- Franskraalstrand Franskraalstrand
- Coordinates: 34°36′36″S 19°23′15″E﻿ / ﻿34.61000°S 19.38750°E
- Country: South Africa
- Province: Western Cape
- District: Overberg
- Municipality: Overstrand

Area
- • Total: 2.50 km^{2} (0.97 sq mi)

Population (2011)
- • Total: 1,165
- • Density: 470/km^{2} (1,200/sq mi)

Racial makeup (2011)
- • Black African: 3.2%
- • Coloured: 1.7%
- • Indian/Asian: 0.1%
- • White: 94.9%
- • Other: 0.2%

First languages (2011)
- • Afrikaans: 88.2%
- • English: 10.2%
- • Xhosa: 1.3%
- • Other: 0.3%
- Time zone: UTC+2 (SAST)
- Postal code (street): 7220
- Area code: 028

= Franskraalstrand =

Franskraalstrand, also known as Franskraal, is a coastal village near to Gansbaai in the Western Cape province of South Africa. As of 2011 it had a population of 1,165 people in 592 households.

Franskraalstrand is situated on the southern coast of the Danger Point peninsula, about 5 km to the southeast of Gansbaai. It lies between the neighbouring village of Van Dyksbaai to the west and the mouth of the Uilkraal River to the east. The R43 highway passes along the northern edge of the village.

Franskraalstrand falls within the Overstrand Local Municipality, which is part of the Overberg District Municipality.

According to the 2011 census, of the population of 1,165 people, 95% described themselves as White, 1.7% as Coloured, and 3% as Black African. 88% of the population spoke Afrikaans as first language and 10% spoke English.
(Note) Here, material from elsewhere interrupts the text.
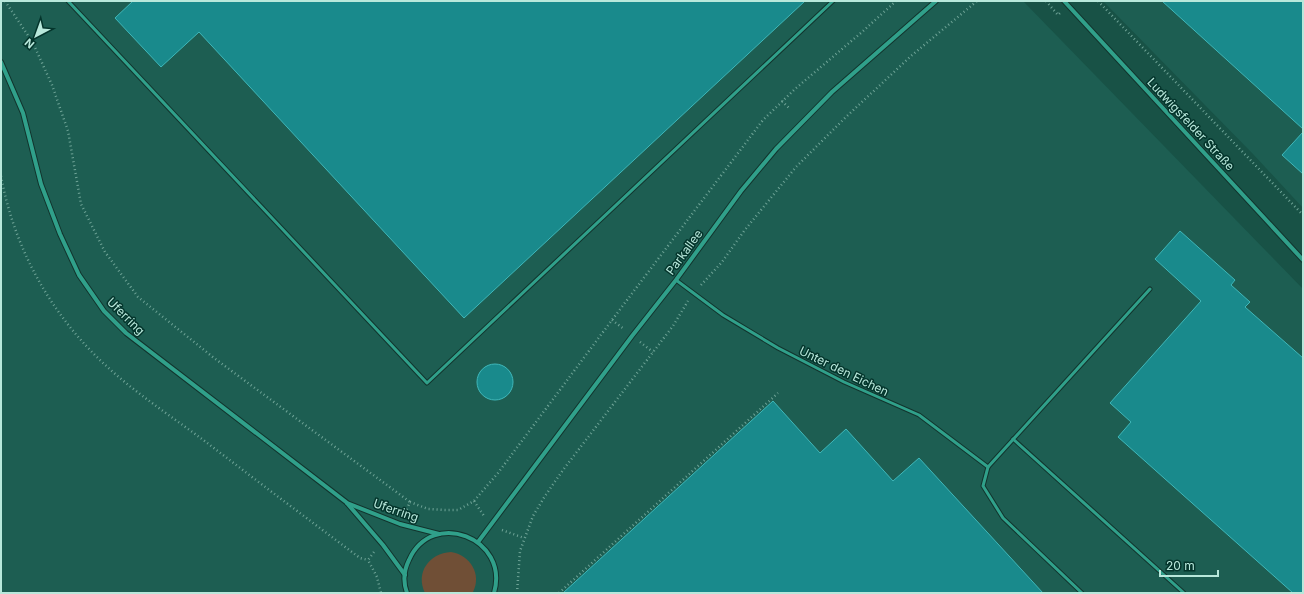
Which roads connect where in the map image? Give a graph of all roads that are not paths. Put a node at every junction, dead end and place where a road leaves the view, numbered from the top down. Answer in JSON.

The Strandveld Museum in the village contains artefacts of HMS Birkenhead, which was wrecked in 1852 off Danger Point. The Uilenkraalsmond Resort, located at the eastern end of the village, provides camping and caravan facilities. The resort is situated next to the Uilkraal River, beyond which lies the Uilkraalsmond section of the Walker Bay Nature Reserve. A sandy beach stretches from the resort past the lagoon at the river mouth into the nature reserve.